• Requirement:
The answer should consist of all the records, written out word for word.

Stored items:
---------------

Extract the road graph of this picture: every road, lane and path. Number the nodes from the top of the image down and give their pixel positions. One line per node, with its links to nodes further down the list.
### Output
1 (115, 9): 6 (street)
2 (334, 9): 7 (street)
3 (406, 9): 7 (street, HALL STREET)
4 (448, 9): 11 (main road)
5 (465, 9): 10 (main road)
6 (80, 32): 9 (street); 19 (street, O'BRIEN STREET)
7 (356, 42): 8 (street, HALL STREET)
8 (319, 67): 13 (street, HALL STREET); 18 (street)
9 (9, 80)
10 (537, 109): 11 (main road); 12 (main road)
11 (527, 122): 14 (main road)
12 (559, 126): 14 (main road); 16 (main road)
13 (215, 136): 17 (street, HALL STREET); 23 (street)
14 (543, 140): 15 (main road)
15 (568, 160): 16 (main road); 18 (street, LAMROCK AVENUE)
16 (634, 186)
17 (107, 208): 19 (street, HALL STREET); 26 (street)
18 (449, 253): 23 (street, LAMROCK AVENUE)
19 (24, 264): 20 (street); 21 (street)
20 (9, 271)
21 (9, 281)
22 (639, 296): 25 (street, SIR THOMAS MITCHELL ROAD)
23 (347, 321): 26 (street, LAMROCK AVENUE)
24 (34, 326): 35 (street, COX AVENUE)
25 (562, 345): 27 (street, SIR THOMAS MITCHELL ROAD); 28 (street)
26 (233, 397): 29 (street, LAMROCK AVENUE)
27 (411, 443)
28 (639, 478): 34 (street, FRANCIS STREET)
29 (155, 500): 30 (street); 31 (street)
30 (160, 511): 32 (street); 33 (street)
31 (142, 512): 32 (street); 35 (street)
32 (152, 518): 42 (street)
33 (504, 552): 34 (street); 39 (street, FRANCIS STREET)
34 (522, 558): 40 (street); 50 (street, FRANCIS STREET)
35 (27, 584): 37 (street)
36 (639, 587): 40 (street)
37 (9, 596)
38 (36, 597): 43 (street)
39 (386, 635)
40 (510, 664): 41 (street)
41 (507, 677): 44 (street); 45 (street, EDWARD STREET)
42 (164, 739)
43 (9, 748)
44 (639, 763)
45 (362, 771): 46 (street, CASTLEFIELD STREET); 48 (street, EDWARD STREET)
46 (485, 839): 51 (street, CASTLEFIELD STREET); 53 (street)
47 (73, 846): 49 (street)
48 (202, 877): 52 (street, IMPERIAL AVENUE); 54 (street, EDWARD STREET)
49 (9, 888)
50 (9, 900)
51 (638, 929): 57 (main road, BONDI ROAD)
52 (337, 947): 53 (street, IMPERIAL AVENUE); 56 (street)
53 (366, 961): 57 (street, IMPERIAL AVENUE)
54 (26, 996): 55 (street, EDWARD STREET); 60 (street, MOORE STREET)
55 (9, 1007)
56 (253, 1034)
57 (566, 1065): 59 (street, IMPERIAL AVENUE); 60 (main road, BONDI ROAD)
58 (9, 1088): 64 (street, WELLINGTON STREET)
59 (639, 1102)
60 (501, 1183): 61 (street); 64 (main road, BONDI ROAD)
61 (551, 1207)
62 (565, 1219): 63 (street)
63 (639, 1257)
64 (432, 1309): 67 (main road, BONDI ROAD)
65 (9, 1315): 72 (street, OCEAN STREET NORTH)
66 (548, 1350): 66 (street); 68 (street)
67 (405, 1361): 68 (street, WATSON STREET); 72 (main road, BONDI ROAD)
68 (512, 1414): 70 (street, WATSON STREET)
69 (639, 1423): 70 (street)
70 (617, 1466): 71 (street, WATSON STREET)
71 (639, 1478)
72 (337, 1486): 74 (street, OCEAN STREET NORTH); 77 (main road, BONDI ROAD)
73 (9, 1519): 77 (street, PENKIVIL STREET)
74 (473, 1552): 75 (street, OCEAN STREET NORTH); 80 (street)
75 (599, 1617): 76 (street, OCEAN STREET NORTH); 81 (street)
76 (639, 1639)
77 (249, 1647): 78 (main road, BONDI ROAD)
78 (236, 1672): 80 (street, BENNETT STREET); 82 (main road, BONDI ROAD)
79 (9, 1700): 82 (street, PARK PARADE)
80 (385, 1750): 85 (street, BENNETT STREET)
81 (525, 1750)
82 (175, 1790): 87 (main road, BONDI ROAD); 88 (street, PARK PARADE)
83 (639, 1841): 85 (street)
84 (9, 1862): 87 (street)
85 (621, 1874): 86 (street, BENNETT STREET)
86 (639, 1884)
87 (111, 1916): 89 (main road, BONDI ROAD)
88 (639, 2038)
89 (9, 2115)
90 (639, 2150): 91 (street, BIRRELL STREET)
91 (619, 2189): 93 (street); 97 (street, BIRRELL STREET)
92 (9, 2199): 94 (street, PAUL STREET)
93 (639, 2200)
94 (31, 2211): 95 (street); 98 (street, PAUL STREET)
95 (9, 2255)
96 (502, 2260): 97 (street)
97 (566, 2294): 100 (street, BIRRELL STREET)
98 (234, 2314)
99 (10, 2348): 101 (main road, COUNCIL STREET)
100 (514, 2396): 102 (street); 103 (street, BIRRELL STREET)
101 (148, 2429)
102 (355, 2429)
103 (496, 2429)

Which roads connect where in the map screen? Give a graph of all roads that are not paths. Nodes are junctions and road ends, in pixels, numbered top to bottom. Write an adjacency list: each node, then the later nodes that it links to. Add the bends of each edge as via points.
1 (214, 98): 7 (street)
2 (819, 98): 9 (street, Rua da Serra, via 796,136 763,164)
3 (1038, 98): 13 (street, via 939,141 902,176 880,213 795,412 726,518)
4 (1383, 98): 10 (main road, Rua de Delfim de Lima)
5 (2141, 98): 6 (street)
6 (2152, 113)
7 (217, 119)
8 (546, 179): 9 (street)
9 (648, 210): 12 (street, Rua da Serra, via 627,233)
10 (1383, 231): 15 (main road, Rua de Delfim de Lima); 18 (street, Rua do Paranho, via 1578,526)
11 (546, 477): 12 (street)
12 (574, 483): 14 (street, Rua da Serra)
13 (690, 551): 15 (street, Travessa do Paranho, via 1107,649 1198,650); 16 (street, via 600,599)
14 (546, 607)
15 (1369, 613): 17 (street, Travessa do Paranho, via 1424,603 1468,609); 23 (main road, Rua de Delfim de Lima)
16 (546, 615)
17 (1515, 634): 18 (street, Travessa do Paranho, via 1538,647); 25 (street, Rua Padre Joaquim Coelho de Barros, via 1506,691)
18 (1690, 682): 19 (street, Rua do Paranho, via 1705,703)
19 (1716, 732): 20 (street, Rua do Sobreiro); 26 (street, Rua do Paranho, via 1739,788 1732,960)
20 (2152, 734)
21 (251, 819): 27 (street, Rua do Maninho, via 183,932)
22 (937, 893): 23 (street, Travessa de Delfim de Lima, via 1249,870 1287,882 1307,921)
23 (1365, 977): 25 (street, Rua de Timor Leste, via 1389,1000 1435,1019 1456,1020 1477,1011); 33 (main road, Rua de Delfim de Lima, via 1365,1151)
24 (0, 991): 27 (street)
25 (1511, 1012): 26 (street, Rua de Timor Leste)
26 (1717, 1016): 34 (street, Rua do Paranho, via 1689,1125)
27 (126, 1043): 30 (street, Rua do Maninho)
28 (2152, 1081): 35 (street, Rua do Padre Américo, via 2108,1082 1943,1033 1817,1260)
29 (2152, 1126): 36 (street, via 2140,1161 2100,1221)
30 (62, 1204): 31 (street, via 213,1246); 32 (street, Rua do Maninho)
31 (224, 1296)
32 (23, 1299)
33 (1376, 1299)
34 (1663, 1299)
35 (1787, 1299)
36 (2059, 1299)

---------------

• Reply to the exercise:
Extract the road graph of this picture: every road, lane and path. Number the nodes from the top of the image down and give their pixel positions. One line per node, with its links to nodes further down the list.
### Output
1 (115, 9): 6 (street)
2 (334, 9): 7 (street)
3 (406, 9): 7 (street, HALL STREET)
4 (448, 9): 11 (main road)
5 (465, 9): 10 (main road)
6 (80, 32): 9 (street); 19 (street, O'BRIEN STREET)
7 (356, 42): 8 (street, HALL STREET)
8 (319, 67): 13 (street, HALL STREET); 18 (street)
9 (9, 80)
10 (537, 109): 11 (main road); 12 (main road)
11 (527, 122): 14 (main road)
12 (559, 126): 14 (main road); 16 (main road)
13 (215, 136): 17 (street, HALL STREET); 23 (street)
14 (543, 140): 15 (main road)
15 (568, 160): 16 (main road); 18 (street, LAMROCK AVENUE)
16 (634, 186)
17 (107, 208): 19 (street, HALL STREET); 26 (street)
18 (449, 253): 23 (street, LAMROCK AVENUE)
19 (24, 264): 20 (street); 21 (street)
20 (9, 271)
21 (9, 281)
22 (639, 296): 25 (street, SIR THOMAS MITCHELL ROAD)
23 (347, 321): 26 (street, LAMROCK AVENUE)
24 (34, 326): 35 (street, COX AVENUE)
25 (562, 345): 27 (street, SIR THOMAS MITCHELL ROAD); 28 (street)
26 (233, 397): 29 (street, LAMROCK AVENUE)
27 (411, 443)
28 (639, 478): 34 (street, FRANCIS STREET)
29 (155, 500): 30 (street); 31 (street)
30 (160, 511): 32 (street); 33 (street)
31 (142, 512): 32 (street); 35 (street)
32 (152, 518): 42 (street)
33 (504, 552): 34 (street); 39 (street, FRANCIS STREET)
34 (522, 558): 40 (street); 50 (street, FRANCIS STREET)
35 (27, 584): 37 (street)
36 (639, 587): 40 (street)
37 (9, 596)
38 (36, 597): 43 (street)
39 (386, 635)
40 (510, 664): 41 (street)
41 (507, 677): 44 (street); 45 (street, EDWARD STREET)
42 (164, 739)
43 (9, 748)
44 (639, 763)
45 (362, 771): 46 (street, CASTLEFIELD STREET); 48 (street, EDWARD STREET)
46 (485, 839): 51 (street, CASTLEFIELD STREET); 53 (street)
47 (73, 846): 49 (street)
48 (202, 877): 52 (street, IMPERIAL AVENUE); 54 (street, EDWARD STREET)
49 (9, 888)
50 (9, 900)
51 (638, 929): 57 (main road, BONDI ROAD)
52 (337, 947): 53 (street, IMPERIAL AVENUE); 56 (street)
53 (366, 961): 57 (street, IMPERIAL AVENUE)
54 (26, 996): 55 (street, EDWARD STREET); 60 (street, MOORE STREET)
55 (9, 1007)
56 (253, 1034)
57 (566, 1065): 59 (street, IMPERIAL AVENUE); 60 (main road, BONDI ROAD)
58 (9, 1088): 64 (street, WELLINGTON STREET)
59 (639, 1102)
60 (501, 1183): 61 (street); 64 (main road, BONDI ROAD)
61 (551, 1207)
62 (565, 1219): 63 (street)
63 (639, 1257)
64 (432, 1309): 67 (main road, BONDI ROAD)
65 (9, 1315): 72 (street, OCEAN STREET NORTH)
66 (548, 1350): 66 (street); 68 (street)
67 (405, 1361): 68 (street, WATSON STREET); 72 (main road, BONDI ROAD)
68 (512, 1414): 70 (street, WATSON STREET)
69 (639, 1423): 70 (street)
70 (617, 1466): 71 (street, WATSON STREET)
71 (639, 1478)
72 (337, 1486): 74 (street, OCEAN STREET NORTH); 77 (main road, BONDI ROAD)
73 (9, 1519): 77 (street, PENKIVIL STREET)
74 (473, 1552): 75 (street, OCEAN STREET NORTH); 80 (street)
75 (599, 1617): 76 (street, OCEAN STREET NORTH); 81 (street)
76 (639, 1639)
77 (249, 1647): 78 (main road, BONDI ROAD)
78 (236, 1672): 80 (street, BENNETT STREET); 82 (main road, BONDI ROAD)
79 (9, 1700): 82 (street, PARK PARADE)
80 (385, 1750): 85 (street, BENNETT STREET)
81 (525, 1750)
82 (175, 1790): 87 (main road, BONDI ROAD); 88 (street, PARK PARADE)
83 (639, 1841): 85 (street)
84 (9, 1862): 87 (street)
85 (621, 1874): 86 (street, BENNETT STREET)
86 (639, 1884)
87 (111, 1916): 89 (main road, BONDI ROAD)
88 (639, 2038)
89 (9, 2115)
90 (639, 2150): 91 (street, BIRRELL STREET)
91 (619, 2189): 93 (street); 97 (street, BIRRELL STREET)
92 (9, 2199): 94 (street, PAUL STREET)
93 (639, 2200)
94 (31, 2211): 95 (street); 98 (street, PAUL STREET)
95 (9, 2255)
96 (502, 2260): 97 (street)
97 (566, 2294): 100 (street, BIRRELL STREET)
98 (234, 2314)
99 (10, 2348): 101 (main road, COUNCIL STREET)
100 (514, 2396): 102 (street); 103 (street, BIRRELL STREET)
101 (148, 2429)
102 (355, 2429)
103 (496, 2429)

Which roads connect where in the map screen? Give a graph of all roads that are not paths. Nodes are junctions and road ends, in pixels, numbered top to bottom. Write an adjacency list: each node, then the later nodes that it links to. Add the bends of each edge as via points.
1 (214, 98): 7 (street)
2 (819, 98): 9 (street, Rua da Serra, via 796,136 763,164)
3 (1038, 98): 13 (street, via 939,141 902,176 880,213 795,412 726,518)
4 (1383, 98): 10 (main road, Rua de Delfim de Lima)
5 (2141, 98): 6 (street)
6 (2152, 113)
7 (217, 119)
8 (546, 179): 9 (street)
9 (648, 210): 12 (street, Rua da Serra, via 627,233)
10 (1383, 231): 15 (main road, Rua de Delfim de Lima); 18 (street, Rua do Paranho, via 1578,526)
11 (546, 477): 12 (street)
12 (574, 483): 14 (street, Rua da Serra)
13 (690, 551): 15 (street, Travessa do Paranho, via 1107,649 1198,650); 16 (street, via 600,599)
14 (546, 607)
15 (1369, 613): 17 (street, Travessa do Paranho, via 1424,603 1468,609); 23 (main road, Rua de Delfim de Lima)
16 (546, 615)
17 (1515, 634): 18 (street, Travessa do Paranho, via 1538,647); 25 (street, Rua Padre Joaquim Coelho de Barros, via 1506,691)
18 (1690, 682): 19 (street, Rua do Paranho, via 1705,703)
19 (1716, 732): 20 (street, Rua do Sobreiro); 26 (street, Rua do Paranho, via 1739,788 1732,960)
20 (2152, 734)
21 (251, 819): 27 (street, Rua do Maninho, via 183,932)
22 (937, 893): 23 (street, Travessa de Delfim de Lima, via 1249,870 1287,882 1307,921)
23 (1365, 977): 25 (street, Rua de Timor Leste, via 1389,1000 1435,1019 1456,1020 1477,1011); 33 (main road, Rua de Delfim de Lima, via 1365,1151)
24 (0, 991): 27 (street)
25 (1511, 1012): 26 (street, Rua de Timor Leste)
26 (1717, 1016): 34 (street, Rua do Paranho, via 1689,1125)
27 (126, 1043): 30 (street, Rua do Maninho)
28 (2152, 1081): 35 (street, Rua do Padre Américo, via 2108,1082 1943,1033 1817,1260)
29 (2152, 1126): 36 (street, via 2140,1161 2100,1221)
30 (62, 1204): 31 (street, via 213,1246); 32 (street, Rua do Maninho)
31 (224, 1296)
32 (23, 1299)
33 (1376, 1299)
34 (1663, 1299)
35 (1787, 1299)
36 (2059, 1299)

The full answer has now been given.